This year witnessed two important, if not earth-shaking events: the end of Glenn Beck’s stint on Fixed Noise and our military withdrawal from Iraq. What these will mean in the coming years will, from this vantage point, be difficult to surmise but one can only hope for the best.
After years of haranguing his audience with increasingly shrill, paranoid and, at times, delusional commentary Glenn Beck had become an embarrassment to even the likes of Roger Ailes at Fixed Noise. It is difficult to say at what point his daily tirades went over the line but for those of us who never thought we would live to see the day that the depths of journalistic depravity would never be sounded at the Murdock flag station it was indeed a happy day to see the fool crawl back under the rock that is talk radio; but we are left with only half a victory knowing that he still has the microphone and can still poison the well of public opinion. Why is it that these conservatives are such corpulent ignoramuses? Why is it that they all have the same prison pallor? Why is it that they every one of them--Boortz, Limbaugh, Beck, Rove, Coulter--all have that same pasty countenance one normally encounters when one overturns a rock to reveal what lurks beneath? Perhaps this is why John Boner spends so much time in the tanning booth, for they all know that their moribund ideas will not withstand the light of the noonday sun. In any event cable television, if not talk radio, has become that much more civilized.

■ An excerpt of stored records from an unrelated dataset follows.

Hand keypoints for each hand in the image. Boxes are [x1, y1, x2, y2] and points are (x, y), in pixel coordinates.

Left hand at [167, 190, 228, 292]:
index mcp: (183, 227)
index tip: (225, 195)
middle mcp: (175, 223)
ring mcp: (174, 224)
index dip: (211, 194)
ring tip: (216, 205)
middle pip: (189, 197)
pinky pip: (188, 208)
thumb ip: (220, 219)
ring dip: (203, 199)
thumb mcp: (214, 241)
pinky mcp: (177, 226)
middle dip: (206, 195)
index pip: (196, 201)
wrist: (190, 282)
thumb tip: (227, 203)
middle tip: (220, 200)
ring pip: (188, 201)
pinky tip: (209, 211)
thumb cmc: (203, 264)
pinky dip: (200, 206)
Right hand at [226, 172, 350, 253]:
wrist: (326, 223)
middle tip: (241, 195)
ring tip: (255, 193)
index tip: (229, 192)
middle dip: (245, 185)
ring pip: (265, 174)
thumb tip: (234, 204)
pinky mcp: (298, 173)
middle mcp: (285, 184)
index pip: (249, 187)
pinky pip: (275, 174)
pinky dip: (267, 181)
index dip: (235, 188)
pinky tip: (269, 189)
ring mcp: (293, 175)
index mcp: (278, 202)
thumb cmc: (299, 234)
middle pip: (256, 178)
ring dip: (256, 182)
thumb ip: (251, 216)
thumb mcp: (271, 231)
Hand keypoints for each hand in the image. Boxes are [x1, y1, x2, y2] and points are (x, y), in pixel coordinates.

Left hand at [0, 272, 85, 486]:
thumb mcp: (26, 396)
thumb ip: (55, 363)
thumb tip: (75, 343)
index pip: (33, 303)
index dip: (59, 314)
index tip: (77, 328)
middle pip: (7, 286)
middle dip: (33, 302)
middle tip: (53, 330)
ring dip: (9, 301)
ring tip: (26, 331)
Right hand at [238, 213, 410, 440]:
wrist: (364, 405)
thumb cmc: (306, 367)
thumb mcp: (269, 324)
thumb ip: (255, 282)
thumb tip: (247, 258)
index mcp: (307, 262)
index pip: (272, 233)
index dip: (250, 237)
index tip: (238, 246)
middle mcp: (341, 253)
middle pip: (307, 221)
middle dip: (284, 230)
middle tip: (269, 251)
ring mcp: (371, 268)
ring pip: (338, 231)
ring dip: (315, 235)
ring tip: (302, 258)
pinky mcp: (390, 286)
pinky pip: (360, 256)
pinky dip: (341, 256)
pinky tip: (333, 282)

Speaking of civilized, the Iraqis’, in the immortal words of Bob Dylan, now too have god on their side. It was announced this week that the United States is completing its military withdrawal from Iraq after nine and a half years of conflict. Much was made of the events here in the States with the nightly news showing the American Flag being lowered for the last time in Baghdad juxtaposed with scenes of welcome home celebrations as our soldiers return to their homes and families. The press, as always, has given a veneer of success and happiness to the event with the implication being that the withdrawal was at our initiative with the Iraqi government ready to step into the breach. John McCain, always the polecat at the barn dance, looking for yet another way to savage this President and lamenting the premature end to his hundred-years war, took to the Senate floor to condemn the administration for pulling out of the beleaguered country.
The truth is otherwise, for the United States did not go into that good night voluntarily or quietly. In fact for months the administration negotiated with the Iraq government to allow us to leave several thousand Americans in the country holed up in military bases that would serve as a quick strike force should trouble (say the nationalization of the oil fields) develop. The Iraqis, eager to further legitimize themselves by ridding the country of foreign occupation balked. Even so the final stumbling block, it has been reported, proved to be the question of “extraterritoriality” wherein U.S. forces were subject to U.S. not Iraqi law. Having had enough of the likes of Blackwater shooting up the country only to be tried and largely let off by U.S. authority using U.S. military justice, the Iraqis balked at continuing the practices. The result was that we were, not so politely, asked to leave. And so the curtain falls, and we witness the end of yet another error.
Of course the supporters of the conflict will rightly point to the nascent Iraqi experiment in republican government and, misreading history, will claim that it was the much heralded ‘push’ engineered by George the Lesser, known in this column as ‘ol two-cows’ that was responsible for the successes that we have had. This has the salutary effect of legitimizing our military involvement and helps salve the wounded national conscience.
But even after nearly a decade and trillions of dollars in the effort it is difficult, at this distance, to speak with anything like confidence in the outcome. Just how far is the reach of Malaki’s government, how honest or efficient it is, and what is it’s span of control are, at this reading, matters of conjecture. I suspect only time will tell. What is clear is that the major ethnic and religious divisions still lurk just beneath the surface ready to re-emerge as soon as the United States is safely out of the equation.
The press, as always, follows the ambulance or in this case the pictures. Scenes featuring the changing of the guard and homecoming celebrations replete with assurances that it was our military intervention that made all the difference give this latest foreign adventure all the trappings of success that we gave to our dalliances in Cuba and the Philippines. In fact, what stability the central government in Baghdad now enjoys has much more to do with the several tribes and Sunni factions that --outraged by the arrogance and ruthlessness of Al Qaida --changed sides in 2007 and moved quickly to re-establish some semblance of order. Still, withal, one hears reports even recently of large scale suicide bombings and other acts of terrorism. How long the relative peace will last is still a question in dispute.
But there is also a larger story. The infrastructure in Iraq is still a shambles even in the wake of massive infusions of American aid. Electricity in Baghdad is available, in some neighborhoods, only a few hours each day. Sanitation systems are in ruin. Military roadblocks dot the landscape even in the nation’s capital. Why is that? Why after all these years and so much money are things still this bad? The answer is graft, corruption and the security issue. Billions have simply disappeared and security has been so bad that construction projects have been delayed or cancelled. How then can we see this as a success, and what does that augur for the future of the country? In the opinion of this observer we have done what we should have done, at least after the mistake to invade Iraq in the first place, and that is simply declare victory and go home.
But for the Iraqis and their government the end-game and our alliances hang in the balance.